[Stored data]
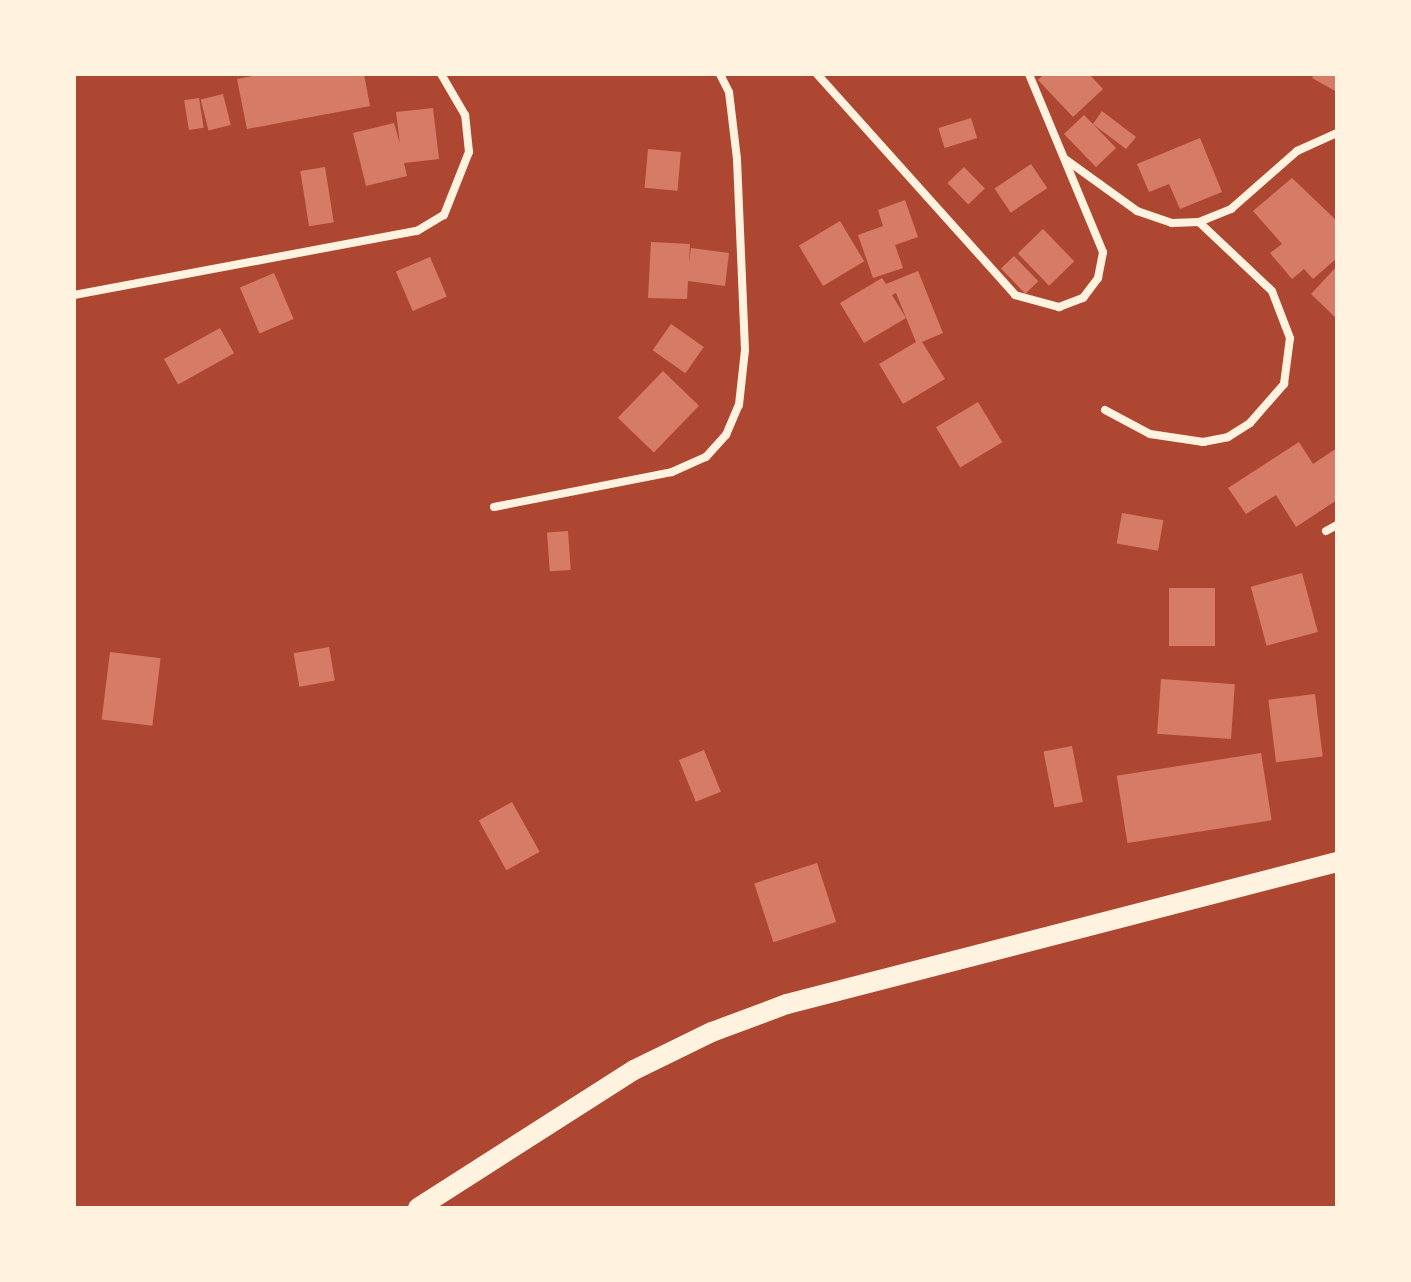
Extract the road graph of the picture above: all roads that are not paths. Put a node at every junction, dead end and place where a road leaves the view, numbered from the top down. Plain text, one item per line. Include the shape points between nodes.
1 (441, 74) edge
2 (720, 74) edge
3 (817, 74) edge
4 (1029, 74) edge
5 (1337, 133) edge
6 (1065, 159) junction
7 (1199, 222) junction
8 (74, 295) edge
9 (1105, 410) dead end
10 (494, 507) dead end
11 (1337, 525) edge
12 (1326, 531) dead end
13 (1337, 862) edge
14 (418, 1208) edge

1 - 8 street via 465,115 469,152 444,215 417,231
2 - 10 street via 729,92 737,159 745,350 739,405 726,435 706,457 672,472
3 - 6 street via 1015,295 1036,305 1059,307 1083,298 1098,278 1103,252
4 - 6 street
5 - 7 street via 1297,151 1231,209
6 - 7 street via 1137,211 1172,223
7 - 9 street via 1272,291 1290,338 1284,384 1250,423 1228,437 1203,442 1150,434
11 - 12 street
13 - 14 main road via 787,1004 712,1032 634,1070

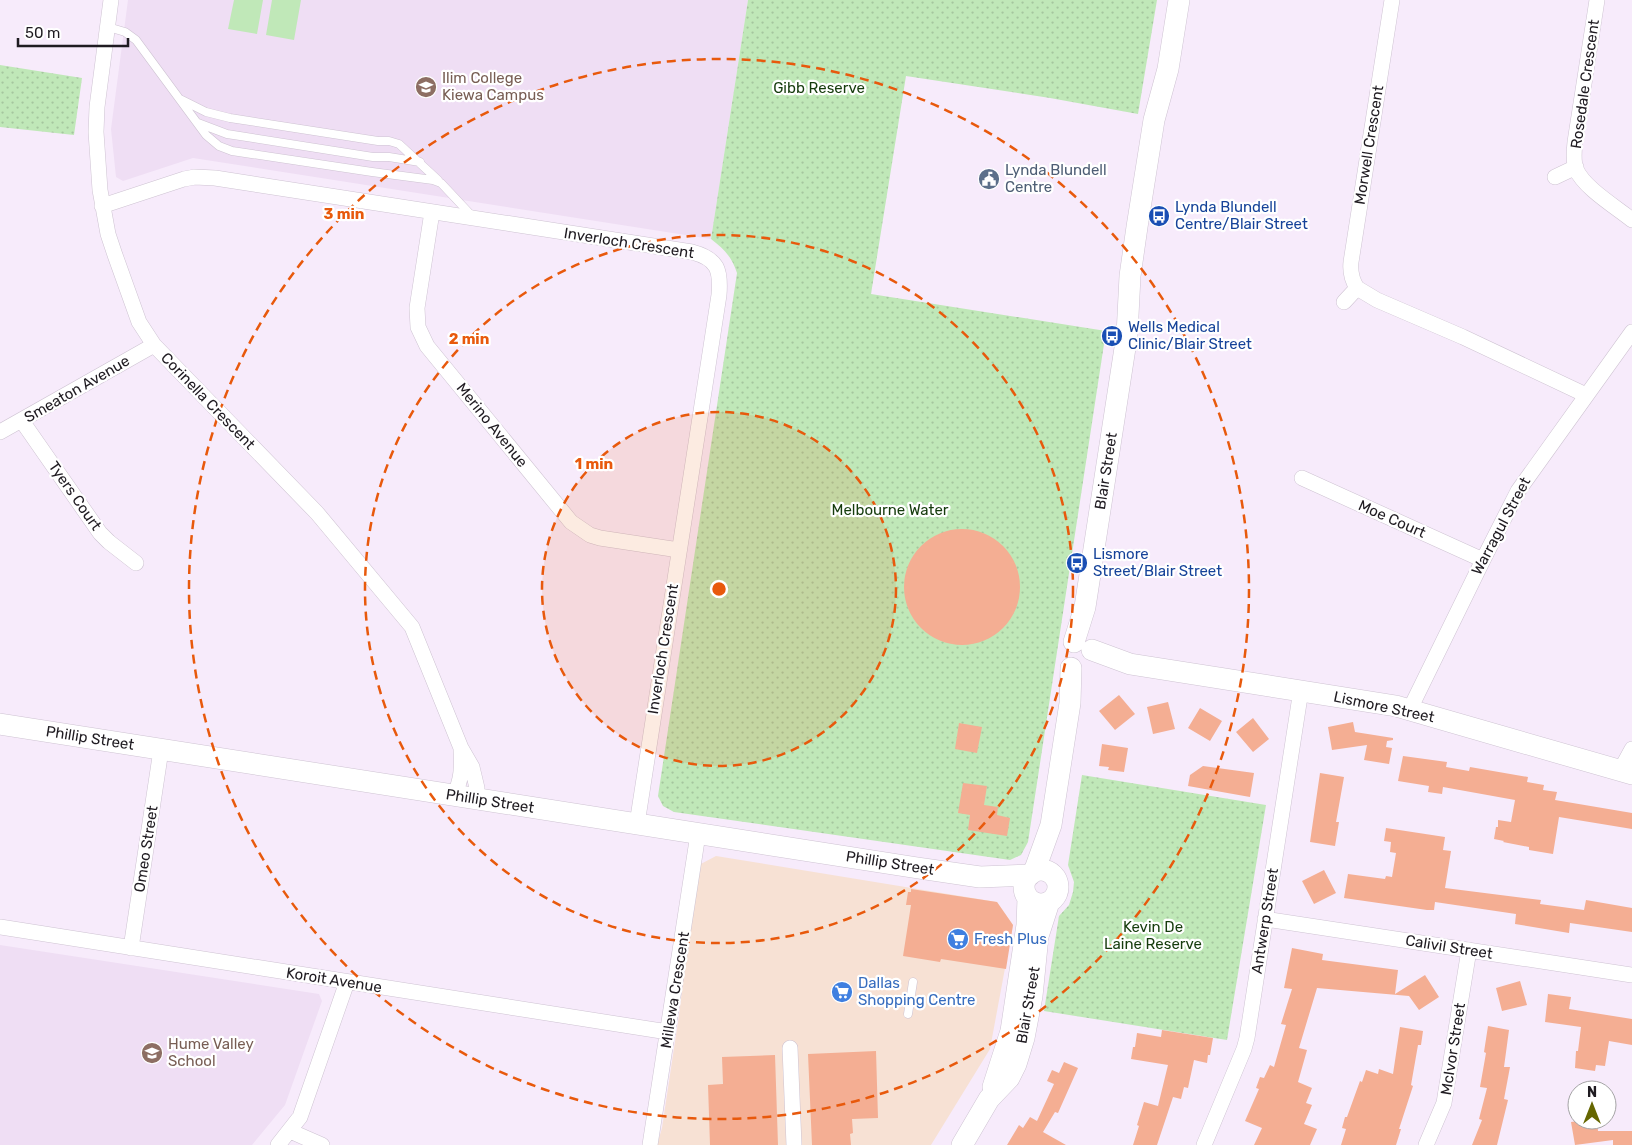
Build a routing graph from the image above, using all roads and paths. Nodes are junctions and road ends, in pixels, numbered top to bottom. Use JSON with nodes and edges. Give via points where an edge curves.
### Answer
{"nodes":[{"id":1,"x":111,"y":0,"type":"edge"},
{"id":2,"x":1179,"y":0,"type":"edge"},
{"id":3,"x":1392,"y":0,"type":"edge"},
{"id":4,"x":1597,"y":0,"type":"edge"},
{"id":5,"x":108,"y":28,"type":"junction"},
{"id":6,"x":180,"y":99,"type":"junction"},
{"id":7,"x":196,"y":122,"type":"junction"},
{"id":8,"x":420,"y":162,"type":"junction"},
{"id":9,"x":1576,"y":167,"type":"junction"},
{"id":10,"x":1555,"y":177,"type":"dead end"},
{"id":11,"x":441,"y":184,"type":"junction"},
{"id":12,"x":102,"y":206,"type":"junction"},
{"id":13,"x":432,"y":212,"type":"junction"},
{"id":14,"x":474,"y":219,"type":"junction"},
{"id":15,"x":1632,"y":220,"type":"edge"},
{"id":16,"x":1357,"y":288,"type":"junction"},
{"id":17,"x":1344,"y":302,"type":"dead end"},
{"id":18,"x":1632,"y":332,"type":"edge"},
{"id":19,"x":154,"y":345,"type":"junction"},
{"id":20,"x":1586,"y":395,"type":"junction"},
{"id":21,"x":22,"y":421,"type":"junction"},
{"id":22,"x":0,"y":432,"type":"edge"},
{"id":23,"x":1302,"y":478,"type":"dead end"},
{"id":24,"x":679,"y":550,"type":"junction"},
{"id":25,"x":1482,"y":560,"type":"junction"},
{"id":26,"x":136,"y":563,"type":"dead end"},
{"id":27,"x":1083,"y":657,"type":"junction"},
{"id":28,"x":1301,"y":690,"type":"junction"},
{"id":29,"x":1410,"y":709,"type":"junction"},
{"id":30,"x":0,"y":724,"type":"edge"},
{"id":31,"x":461,"y":748,"type":"junction"},
{"id":32,"x":1632,"y":748,"type":"edge"},
{"id":33,"x":161,"y":750,"type":"junction"},
{"id":34,"x":1626,"y":772,"type":"edge"},
{"id":35,"x":454,"y":795,"type":"junction"},
{"id":36,"x":476,"y":799,"type":"junction"},
{"id":37,"x":636,"y":824,"type":"junction"},
{"id":38,"x":698,"y":834,"type":"junction"},
{"id":39,"x":1034,"y":883,"type":"junction"},
{"id":40,"x":1049,"y":902,"type":"joint"},
{"id":41,"x":1265,"y":919,"type":"junction"},
{"id":42,"x":0,"y":927,"type":"edge"},
{"id":43,"x":131,"y":948,"type":"junction"},
{"id":44,"x":1469,"y":950,"type":"junction"},
{"id":45,"x":1632,"y":975,"type":"edge"},
{"id":46,"x":347,"y":982,"type":"junction"},
{"id":47,"x":913,"y":982,"type":"dead end"},
{"id":48,"x":908,"y":1014,"type":"dead end"},
{"id":49,"x":668,"y":1032,"type":"junction"},
{"id":50,"x":790,"y":1048,"type":"dead end"},
{"id":51,"x":989,"y":1099,"type":"junction"},
{"id":52,"x":290,"y":1132,"type":"junction"},
{"id":53,"x":278,"y":1145,"type":"edge"},
{"id":54,"x":322,"y":1145,"type":"edge"},
{"id":55,"x":650,"y":1145,"type":"edge"},
{"id":56,"x":794,"y":1145,"type":"edge"},
{"id":57,"x":962,"y":1145,"type":"edge"},
{"id":58,"x":1204,"y":1145,"type":"edge"},
{"id":59,"x":1426,"y":1145,"type":"edge"}],
"edges":[{"from":1,"to":5,"type":"street","name":"Corinella Crescent"},
{"from":2,"to":27,"type":"street","name":"Blair Street","via":[[1168,69],[1167,122],[1142,277],[1127,335],[1085,607]]},
{"from":3,"to":16,"type":"street","name":"Morwell Crescent","via":[[1350,262]]},
{"from":4,"to":9,"type":"street","name":"Rosedale Crescent","via":[[1575,142]]},
{"from":5,"to":6,"type":"lane","via":[[125,32],[136,40]]},
{"from":5,"to":12,"type":"street","name":"Corinella Crescent","via":[[96,132]]},
{"from":6,"to":7,"type":"lane"},
{"from":6,"to":8,"type":"lane","via":[[206,112],[230,118],[394,142]]},
{"from":7,"to":8,"type":"lane","via":[[227,134]]},
{"from":7,"to":11,"type":"lane","via":[[212,141],[232,151],[433,180]]},
{"from":8,"to":11,"type":"lane"},
{"from":9,"to":10,"type":"street","name":"Rosedale Crescent"},
{"from":9,"to":15,"type":"street","name":"Rosedale Crescent","via":[[1584,180]]},
{"from":11,"to":14,"type":"lane"},
{"from":12,"to":13,"type":"street","name":"Inverloch Crescent","via":[[195,177]]},
{"from":12,"to":19,"type":"street","name":"Corinella Crescent","via":[[108,234],[139,322]]},
{"from":13,"to":14,"type":"street","name":"Inverloch Crescent"},
{"from":13,"to":24,"type":"street","name":"Merino Avenue","via":[[417,308],[418,327],[427,346],[571,522],[600,538]]},
{"from":14,"to":24,"type":"street","name":"Inverloch Crescent","via":[[692,252],[703,255],[716,265],[719,295]]},
{"from":16,"to":17,"type":"street"},
{"from":16,"to":20,"type":"street"},
{"from":18,"to":20,"type":"street","name":"Warragul Street"},
{"from":19,"to":21,"type":"street","name":"Smeaton Avenue"},
{"from":19,"to":31,"type":"street","name":"Corinella Crescent","via":[[317,513],[412,627]]},
{"from":20,"to":25,"type":"street","name":"Warragul Street","via":[[1527,477]]},
{"from":21,"to":22,"type":"street","name":"Smeaton Avenue"},
{"from":21,"to":26,"type":"street","name":"Tyers Court","via":[[100,533]]},
{"from":23,"to":25,"type":"street","name":"Moe Court"},
{"from":24,"to":37,"type":"street","name":"Inverloch Crescent"},
{"from":25,"to":29,"type":"street","name":"Warragul Street"},
{"from":27,"to":28,"type":"street","name":"Lismore Street"},
{"from":27,"to":39,"type":"street","name":"Blair Street","via":[[1070,703],[1051,825]]},
{"from":28,"to":29,"type":"street","name":"Lismore Street"},
{"from":28,"to":41,"type":"street","name":"Antwerp Street"},
{"from":29,"to":34,"type":"street","name":"Lismore Street"},
{"from":30,"to":33,"type":"street","name":"Phillip Street"},
{"from":31,"to":35,"type":"street","name":"Corinella Crescent","via":[[461,776]]},
{"from":31,"to":36,"type":"street","name":"Corinella Crescent","via":[[476,778]]},
{"from":32,"to":34,"type":"street"},
{"from":33,"to":35,"type":"street","name":"Phillip Street"},
{"from":33,"to":43,"type":"street","name":"Omeo Street"},
{"from":35,"to":36,"type":"street","name":"Phillip Street"},
{"from":36,"to":37,"type":"street","name":"Phillip Street"},
{"from":37,"to":38,"type":"street","name":"Phillip Street"},
{"from":38,"to":39,"type":"street","name":"Phillip Street"},
{"from":38,"to":49,"type":"street","name":"Millewa Crescent"},
{"from":39,"to":40,"type":"street","name":"Phillip Street","via":[[1038,904]]},
{"from":39,"to":51,"type":"street","name":"Blair Street","via":[[1011,1031]]},
{"from":40,"to":51,"type":"street","name":"Blair Street","via":[[1038,936],[1032,996],[1020,1051],[1009,1078]]},
{"from":41,"to":44,"type":"street","name":"Calivil Street"},
{"from":41,"to":58,"type":"street","name":"Antwerp Street","via":[[1244,1049]]},
{"from":42,"to":43,"type":"street","name":"Koroit Avenue"},
{"from":43,"to":46,"type":"street","name":"Koroit Avenue"},
{"from":44,"to":45,"type":"street","name":"Calivil Street"},
{"from":44,"to":59,"type":"street","name":"McIvor Street","via":[[1444,1103]]},
{"from":46,"to":49,"type":"street","name":"Koroit Avenue"},
{"from":46,"to":52,"type":"street","via":[[310,1091]]},
{"from":47,"to":48,"type":"lane"},
{"from":49,"to":55,"type":"street","name":"Millewa Crescent"},
{"from":50,"to":56,"type":"street"},
{"from":51,"to":57,"type":"street","name":"Blair Street"},
{"from":52,"to":53,"type":"street"},
{"from":52,"to":54,"type":"street"}]}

- What needs to be done
Only one thing is wanted here, an exact copy of the lines from the first line above through the line containing "Build a routing", minus any picture.

- Solution for this problem
Extract the road graph of the picture above: all roads that are not paths. Put a node at every junction, dead end and place where a road leaves the view, numbered from the top down. Plain text, one item per line. Include the shape points between nodes.
1 (441, 74) edge
2 (720, 74) edge
3 (817, 74) edge
4 (1029, 74) edge
5 (1337, 133) edge
6 (1065, 159) junction
7 (1199, 222) junction
8 (74, 295) edge
9 (1105, 410) dead end
10 (494, 507) dead end
11 (1337, 525) edge
12 (1326, 531) dead end
13 (1337, 862) edge
14 (418, 1208) edge

1 - 8 street via 465,115 469,152 444,215 417,231
2 - 10 street via 729,92 737,159 745,350 739,405 726,435 706,457 672,472
3 - 6 street via 1015,295 1036,305 1059,307 1083,298 1098,278 1103,252
4 - 6 street
5 - 7 street via 1297,151 1231,209
6 - 7 street via 1137,211 1172,223
7 - 9 street via 1272,291 1290,338 1284,384 1250,423 1228,437 1203,442 1150,434
11 - 12 street
13 - 14 main road via 787,1004 712,1032 634,1070

Build a routing graph from the image above, using all roads and paths. Nodes are junctions and road ends, in pixels, numbered top to bottom. Use JSON with nodes and edges. Give via points where an edge curves.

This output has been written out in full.